From 9413902796f56f6209e19dd54e840ed46950612c Mon Sep 17 00:00:00 2001
From: Pablo Neira Ayuso <pablo@netfilter.org>
Date: Fri, 23 Dec 2011 14:19:50 +0100
Subject: [PATCH 18/19] netfilter: add extended accounting infrastructure over
 nfnetlink

We currently have two ways to account traffic in netfilter:

- iptables chain and rule counters:

 # iptables -L -n -v
Chain INPUT (policy DROP 3 packets, 867 bytes)
 pkts bytes target     prot opt in     out     source               destination
    8  1104 ACCEPT     all  --  lo     *       0.0.0.0/0            0.0.0.0/0

- use flow-based accounting provided by ctnetlink:

 # conntrack -L
tcp      6 431999 ESTABLISHED src=192.168.1.130 dst=212.106.219.168 sport=58152 dport=80 packets=47 bytes=7654 src=212.106.219.168 dst=192.168.1.130 sport=80 dport=58152 packets=49 bytes=66340 [ASSURED] mark=0 use=1

While trying to display real-time accounting statistics, we require
to pool the kernel periodically to obtain this information. This is
OK if the number of flows is relatively low. However, in case that
the number of flows is huge, we can spend a considerable amount of
cycles to iterate over the list of flows that have been obtained.

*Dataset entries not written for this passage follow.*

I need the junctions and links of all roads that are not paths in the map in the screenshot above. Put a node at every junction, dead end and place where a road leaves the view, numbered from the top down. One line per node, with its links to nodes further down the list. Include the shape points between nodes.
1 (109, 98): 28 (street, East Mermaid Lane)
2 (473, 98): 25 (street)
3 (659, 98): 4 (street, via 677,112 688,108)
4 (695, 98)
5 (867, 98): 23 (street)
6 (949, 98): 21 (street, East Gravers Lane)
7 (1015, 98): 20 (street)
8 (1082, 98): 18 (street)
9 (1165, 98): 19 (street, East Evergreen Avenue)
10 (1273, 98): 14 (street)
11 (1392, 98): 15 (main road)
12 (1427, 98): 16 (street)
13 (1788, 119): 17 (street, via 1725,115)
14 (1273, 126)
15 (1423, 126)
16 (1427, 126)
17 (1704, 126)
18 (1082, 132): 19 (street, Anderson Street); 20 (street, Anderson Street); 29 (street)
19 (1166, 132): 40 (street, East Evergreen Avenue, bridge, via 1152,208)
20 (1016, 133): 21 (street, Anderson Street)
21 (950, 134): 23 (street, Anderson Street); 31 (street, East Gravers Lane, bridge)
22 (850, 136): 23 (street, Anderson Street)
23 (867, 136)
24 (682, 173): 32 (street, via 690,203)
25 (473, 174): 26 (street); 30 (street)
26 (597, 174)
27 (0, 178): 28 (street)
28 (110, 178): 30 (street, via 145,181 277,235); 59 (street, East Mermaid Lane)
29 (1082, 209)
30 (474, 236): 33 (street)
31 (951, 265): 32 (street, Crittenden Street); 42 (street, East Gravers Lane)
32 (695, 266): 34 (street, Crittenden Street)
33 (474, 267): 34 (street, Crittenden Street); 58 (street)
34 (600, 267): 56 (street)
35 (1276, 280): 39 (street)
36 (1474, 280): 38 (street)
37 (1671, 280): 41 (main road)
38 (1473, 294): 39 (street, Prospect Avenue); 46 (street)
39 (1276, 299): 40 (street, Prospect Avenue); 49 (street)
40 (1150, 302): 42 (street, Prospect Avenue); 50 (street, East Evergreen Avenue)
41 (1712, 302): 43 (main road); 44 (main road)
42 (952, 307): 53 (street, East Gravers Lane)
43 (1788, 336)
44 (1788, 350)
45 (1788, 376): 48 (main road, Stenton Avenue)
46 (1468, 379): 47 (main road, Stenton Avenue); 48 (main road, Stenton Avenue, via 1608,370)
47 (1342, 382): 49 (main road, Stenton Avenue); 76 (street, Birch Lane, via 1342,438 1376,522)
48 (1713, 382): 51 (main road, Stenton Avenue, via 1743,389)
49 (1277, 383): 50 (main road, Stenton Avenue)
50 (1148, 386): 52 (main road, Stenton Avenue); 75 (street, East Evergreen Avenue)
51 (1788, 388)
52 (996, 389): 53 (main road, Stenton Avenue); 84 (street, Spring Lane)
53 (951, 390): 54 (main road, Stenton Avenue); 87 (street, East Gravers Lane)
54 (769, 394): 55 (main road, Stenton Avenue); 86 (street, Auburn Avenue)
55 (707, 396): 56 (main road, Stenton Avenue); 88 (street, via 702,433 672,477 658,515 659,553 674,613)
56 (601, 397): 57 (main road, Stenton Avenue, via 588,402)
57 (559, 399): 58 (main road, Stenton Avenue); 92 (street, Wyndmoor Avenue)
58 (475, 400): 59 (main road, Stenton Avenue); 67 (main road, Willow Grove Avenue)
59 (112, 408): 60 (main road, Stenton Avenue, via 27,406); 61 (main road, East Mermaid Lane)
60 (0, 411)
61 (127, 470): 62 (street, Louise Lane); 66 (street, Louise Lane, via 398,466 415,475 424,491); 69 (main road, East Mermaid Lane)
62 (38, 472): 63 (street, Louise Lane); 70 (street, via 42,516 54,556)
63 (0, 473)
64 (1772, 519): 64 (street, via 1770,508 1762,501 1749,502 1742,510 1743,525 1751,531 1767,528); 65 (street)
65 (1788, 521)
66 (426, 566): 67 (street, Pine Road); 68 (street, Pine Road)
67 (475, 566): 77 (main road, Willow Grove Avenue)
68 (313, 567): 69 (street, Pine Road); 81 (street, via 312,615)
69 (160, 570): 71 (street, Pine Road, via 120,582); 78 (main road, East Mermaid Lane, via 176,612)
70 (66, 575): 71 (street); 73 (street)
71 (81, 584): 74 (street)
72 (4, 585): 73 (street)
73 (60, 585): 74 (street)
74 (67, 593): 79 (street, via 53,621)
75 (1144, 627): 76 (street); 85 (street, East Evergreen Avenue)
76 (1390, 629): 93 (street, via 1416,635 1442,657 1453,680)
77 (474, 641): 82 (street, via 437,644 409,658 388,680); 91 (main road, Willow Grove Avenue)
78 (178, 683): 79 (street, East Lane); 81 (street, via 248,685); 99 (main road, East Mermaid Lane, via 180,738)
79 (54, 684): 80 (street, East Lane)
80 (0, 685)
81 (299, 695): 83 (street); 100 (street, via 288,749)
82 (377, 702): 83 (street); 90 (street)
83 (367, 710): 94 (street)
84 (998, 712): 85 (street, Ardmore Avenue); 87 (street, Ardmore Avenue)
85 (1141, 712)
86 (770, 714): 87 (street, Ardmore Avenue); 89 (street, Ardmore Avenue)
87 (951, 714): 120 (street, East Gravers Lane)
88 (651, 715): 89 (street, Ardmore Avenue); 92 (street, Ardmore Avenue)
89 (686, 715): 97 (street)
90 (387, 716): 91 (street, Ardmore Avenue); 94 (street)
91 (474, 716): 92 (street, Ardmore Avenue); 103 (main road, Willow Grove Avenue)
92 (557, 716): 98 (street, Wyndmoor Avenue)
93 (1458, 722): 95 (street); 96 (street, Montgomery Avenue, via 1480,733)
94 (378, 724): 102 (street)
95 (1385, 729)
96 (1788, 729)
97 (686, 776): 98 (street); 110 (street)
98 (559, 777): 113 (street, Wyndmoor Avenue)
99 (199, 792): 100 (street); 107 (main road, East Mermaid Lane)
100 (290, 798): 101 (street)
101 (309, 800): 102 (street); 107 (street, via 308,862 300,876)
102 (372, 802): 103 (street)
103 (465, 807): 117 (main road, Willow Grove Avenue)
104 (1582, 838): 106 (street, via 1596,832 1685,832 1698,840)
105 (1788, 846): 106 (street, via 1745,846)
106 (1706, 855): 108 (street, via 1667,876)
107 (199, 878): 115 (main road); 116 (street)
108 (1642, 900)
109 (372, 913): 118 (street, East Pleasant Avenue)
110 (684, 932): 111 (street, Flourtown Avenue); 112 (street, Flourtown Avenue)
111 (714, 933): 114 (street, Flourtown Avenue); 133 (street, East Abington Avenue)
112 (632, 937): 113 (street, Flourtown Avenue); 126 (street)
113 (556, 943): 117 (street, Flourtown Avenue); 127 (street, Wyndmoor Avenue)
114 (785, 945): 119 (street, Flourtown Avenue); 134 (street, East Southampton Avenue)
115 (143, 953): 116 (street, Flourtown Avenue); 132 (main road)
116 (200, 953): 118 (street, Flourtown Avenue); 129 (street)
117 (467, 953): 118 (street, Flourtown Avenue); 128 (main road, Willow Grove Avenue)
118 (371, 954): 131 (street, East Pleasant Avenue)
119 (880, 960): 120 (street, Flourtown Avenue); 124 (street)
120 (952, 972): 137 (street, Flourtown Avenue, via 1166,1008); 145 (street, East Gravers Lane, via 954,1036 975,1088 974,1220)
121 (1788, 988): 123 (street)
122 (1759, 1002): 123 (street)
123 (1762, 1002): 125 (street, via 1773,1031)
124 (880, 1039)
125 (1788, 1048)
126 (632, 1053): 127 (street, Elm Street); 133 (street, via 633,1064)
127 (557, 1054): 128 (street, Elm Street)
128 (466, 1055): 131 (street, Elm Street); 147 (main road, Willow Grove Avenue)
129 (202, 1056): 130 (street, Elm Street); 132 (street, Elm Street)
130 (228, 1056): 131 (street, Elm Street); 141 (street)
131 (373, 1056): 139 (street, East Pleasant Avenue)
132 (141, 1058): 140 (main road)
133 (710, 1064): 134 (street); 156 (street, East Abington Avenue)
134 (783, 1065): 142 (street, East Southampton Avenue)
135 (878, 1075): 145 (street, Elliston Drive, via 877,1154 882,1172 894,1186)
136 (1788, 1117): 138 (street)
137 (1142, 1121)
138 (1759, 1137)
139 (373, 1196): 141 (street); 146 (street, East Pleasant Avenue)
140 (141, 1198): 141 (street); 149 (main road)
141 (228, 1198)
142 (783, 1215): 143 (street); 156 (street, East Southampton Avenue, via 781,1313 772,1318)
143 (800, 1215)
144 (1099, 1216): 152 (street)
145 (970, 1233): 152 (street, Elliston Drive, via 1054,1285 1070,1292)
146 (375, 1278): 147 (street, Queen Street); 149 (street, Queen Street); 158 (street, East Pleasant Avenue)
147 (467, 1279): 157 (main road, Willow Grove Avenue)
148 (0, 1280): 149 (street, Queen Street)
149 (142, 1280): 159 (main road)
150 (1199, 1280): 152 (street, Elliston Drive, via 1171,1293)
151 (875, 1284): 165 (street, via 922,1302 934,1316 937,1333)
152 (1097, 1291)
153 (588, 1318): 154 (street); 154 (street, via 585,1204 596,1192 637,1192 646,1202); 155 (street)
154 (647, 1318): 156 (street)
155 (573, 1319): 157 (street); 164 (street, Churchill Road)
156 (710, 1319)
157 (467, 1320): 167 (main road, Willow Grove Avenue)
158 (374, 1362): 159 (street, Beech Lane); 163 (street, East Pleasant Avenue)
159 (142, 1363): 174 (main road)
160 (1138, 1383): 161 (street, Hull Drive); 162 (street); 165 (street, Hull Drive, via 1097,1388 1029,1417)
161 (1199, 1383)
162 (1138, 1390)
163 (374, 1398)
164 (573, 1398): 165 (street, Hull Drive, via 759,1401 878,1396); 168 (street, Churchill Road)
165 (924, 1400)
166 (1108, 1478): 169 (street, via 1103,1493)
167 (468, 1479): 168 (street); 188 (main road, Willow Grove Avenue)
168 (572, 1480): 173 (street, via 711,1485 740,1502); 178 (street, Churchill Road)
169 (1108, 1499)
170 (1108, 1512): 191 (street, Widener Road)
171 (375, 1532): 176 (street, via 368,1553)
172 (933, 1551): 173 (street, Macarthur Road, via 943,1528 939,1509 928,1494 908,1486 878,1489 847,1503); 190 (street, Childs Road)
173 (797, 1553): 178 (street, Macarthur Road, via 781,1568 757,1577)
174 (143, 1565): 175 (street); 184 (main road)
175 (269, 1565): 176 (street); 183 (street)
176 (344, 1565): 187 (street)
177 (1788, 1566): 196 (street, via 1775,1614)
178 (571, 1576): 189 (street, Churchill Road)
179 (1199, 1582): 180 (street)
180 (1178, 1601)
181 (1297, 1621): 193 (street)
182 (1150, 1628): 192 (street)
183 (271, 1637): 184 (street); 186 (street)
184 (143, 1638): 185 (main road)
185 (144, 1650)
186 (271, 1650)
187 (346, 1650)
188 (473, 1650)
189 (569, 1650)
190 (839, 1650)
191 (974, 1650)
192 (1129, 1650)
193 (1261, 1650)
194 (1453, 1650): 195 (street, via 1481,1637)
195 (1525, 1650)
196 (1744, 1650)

Moreover, if we want to obtain the sum of the flow accounting results
that match some criteria, we have to iterate over the whole list of
existing flows, look for matchings and update the counters.

This patch adds the extended accounting infrastructure for
nfnetlink which aims to allow displaying real-time traffic accounting
without the need of complicated and resource-consuming implementation
in user-space. Basically, this new infrastructure allows you to create
accounting objects. One accounting object is composed of packet and
byte counters.

In order to manipulate create accounting objects, you require the
new libnetfilter_acct library. It contains several examples of use:

libnetfilter_acct/examples# ./nfacct-add http-traffic
libnetfilter_acct/examples# ./nfacct-get
http-traffic = { pkts = 000000000000,   bytes = 000000000000 };

Then, you can use one of this accounting objects in several iptables
rules using the new nfacct match (which comes in a follow-up patch):

 # iptables -I INPUT -p tcp --sport 80 -m nfacct --nfacct-name http-traffic
 # iptables -I OUTPUT -p tcp --dport 80 -m nfacct --nfacct-name http-traffic

The idea is simple: if one packet matches the rule, the nfacct match
updates the counters.

Thanks to Patrick McHardy, Eric Dumazet, Changli Gao for reviewing and
providing feedback for this contribution.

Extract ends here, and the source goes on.